I'm not an expert in this area, but it seems like kind of a catch 22. If the faces are not flat, I don't see how you can flatten a bowed board without losing a lot of stock.

On the other hand, are the faces in question really in need of jointing, or are they already flat enough to get a clean joint if you just clamp the bow out?


----------



## GaryK (Jun 25, 2007)

Just start with flat ones glued up first as a reference and then glue bowed ones to it. 2 or 3 straight
one are not going to be bent by one bowed one.

Also glue 2 bowed ones to each other with their bows opposite each other at the same time you glue them to your straight ones. They will counter each other and being glued at the same time to straight ones
will keep them straight.


----------



## LeeJ (Jul 4, 2007)

Gary, ONCE AGAIN, beat me to the punch!

I'm going to have to quit my job to be of any help around here. LOL

Gluing two opposing bows together will result in a straight stable piece.
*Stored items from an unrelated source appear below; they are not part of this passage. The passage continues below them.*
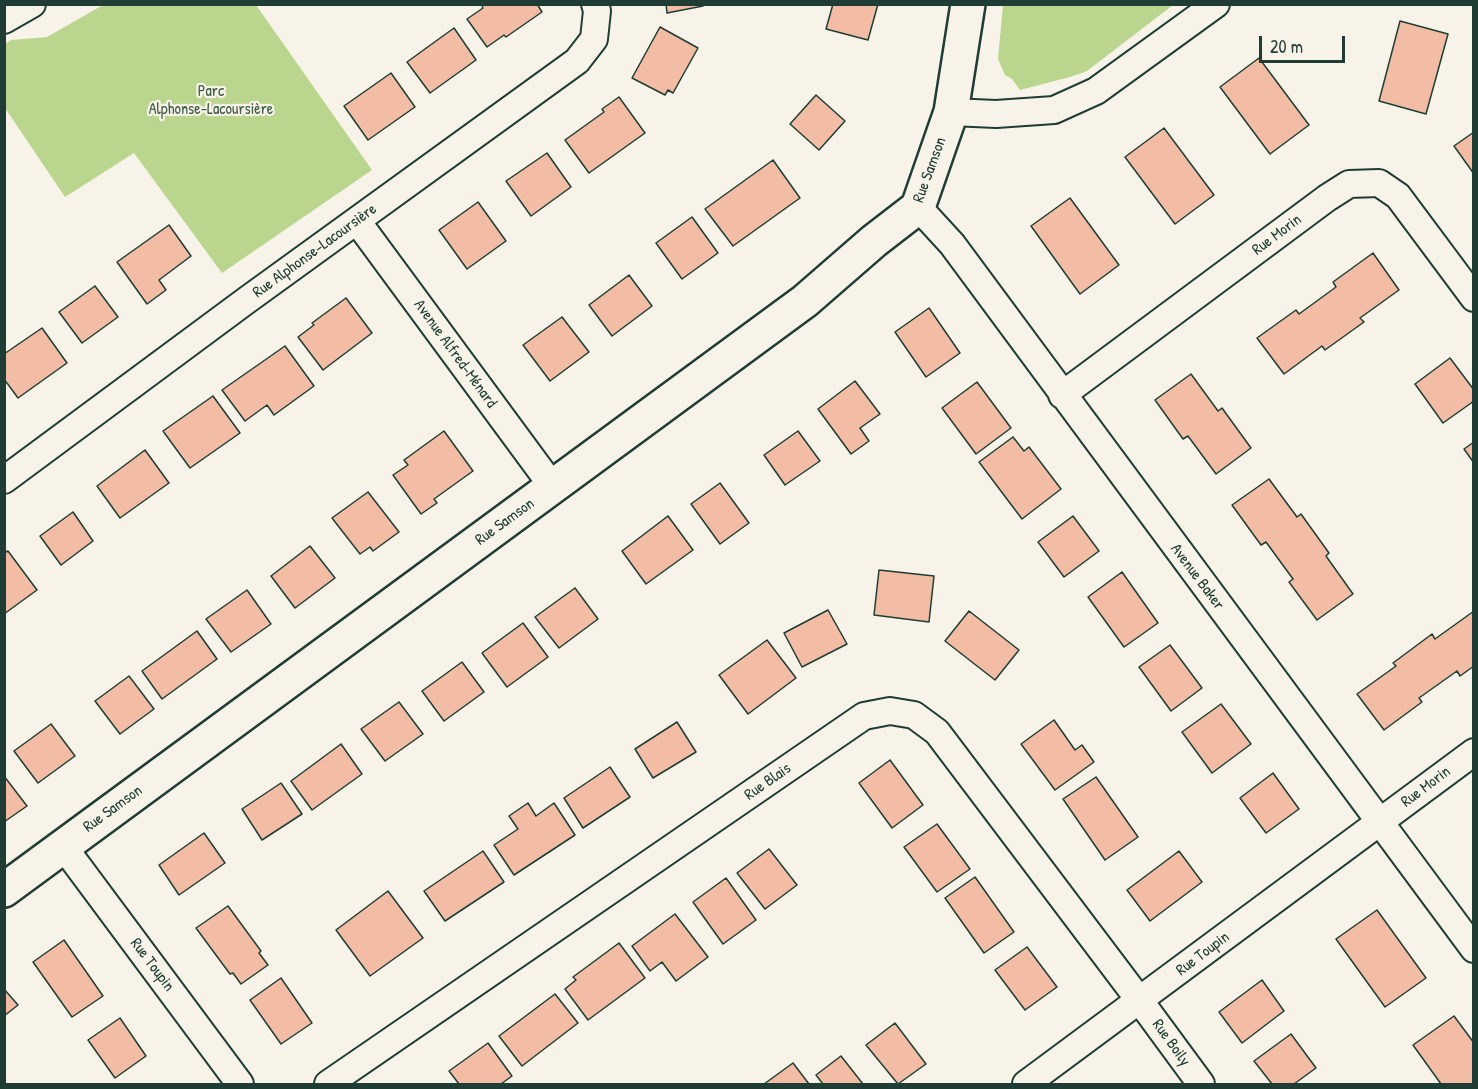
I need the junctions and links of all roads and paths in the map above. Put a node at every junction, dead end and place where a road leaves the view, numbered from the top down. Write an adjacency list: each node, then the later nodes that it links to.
1 (32, 4): 5 (street)
2 (595, 4): 8 (street, Rue Alphonse-Lacoursière)
3 (968, 4): 6 (street, Rue Samson)
4 (1216, 4): 6 (street)
5 (4, 20)
6 (951, 112): 7 (street, Rue Samson)
7 (918, 207): 10 (street, Avenue Baker); 12 (street, Rue Samson)
8 (357, 220): 11 (street, Rue Alphonse-Lacoursière); 12 (street, Avenue Alfred-Ménard)
9 (1473, 298): 10 (street, Rue Morin)
10 (1062, 395): 14 (street, Avenue Baker)
11 (4, 480)
12 (553, 487): 15 (street, Rue Samson)
13 (1473, 752): 14 (street, Rue Morin)
14 (1379, 822): 17 (street, Avenue Baker); 18 (street, Rue Toupin)
15 (63, 846): 16 (street, Rue Samson); 19 (street, Rue Toupin)
16 (4, 890)
17 (1473, 949)
18 (1140, 1001): 20 (street, Rue Blais); 21 (street, Rue Toupin); 22 (street, Rue Boily)
19 (240, 1084)
20 (328, 1084)
21 (1026, 1084)
22 (1201, 1084)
It's basic math: two negatives = straight. (that's the new math)

Lee


----------



## boboswin (May 23, 2007)

Lee, they call that plywood. (gd+& r)
-except in China!
Bob


----------



## damianpenney (Jun 22, 2007)

So what would be a good strategy to smooth the faces of the bowed boards so that when they come together there aren't any gaps?


----------



## GaryK (Jun 25, 2007)

Joint the bowed face since you can't do the other. Only put pressure on the infeed table to follow the bow.
Make sure that you joint an edge first so that you will have a square face to hold against the fence.

Then glue two of them together jointed faces together. Clamp them to a straight surface while they are 
drying so that you will have at least one straight surface. Then joint that surface after they are dry. Then 
finally plane the assembly with the jointed surface down.


----------



## damianpenney (Jun 22, 2007)

Genius! Thanks Gary.


----------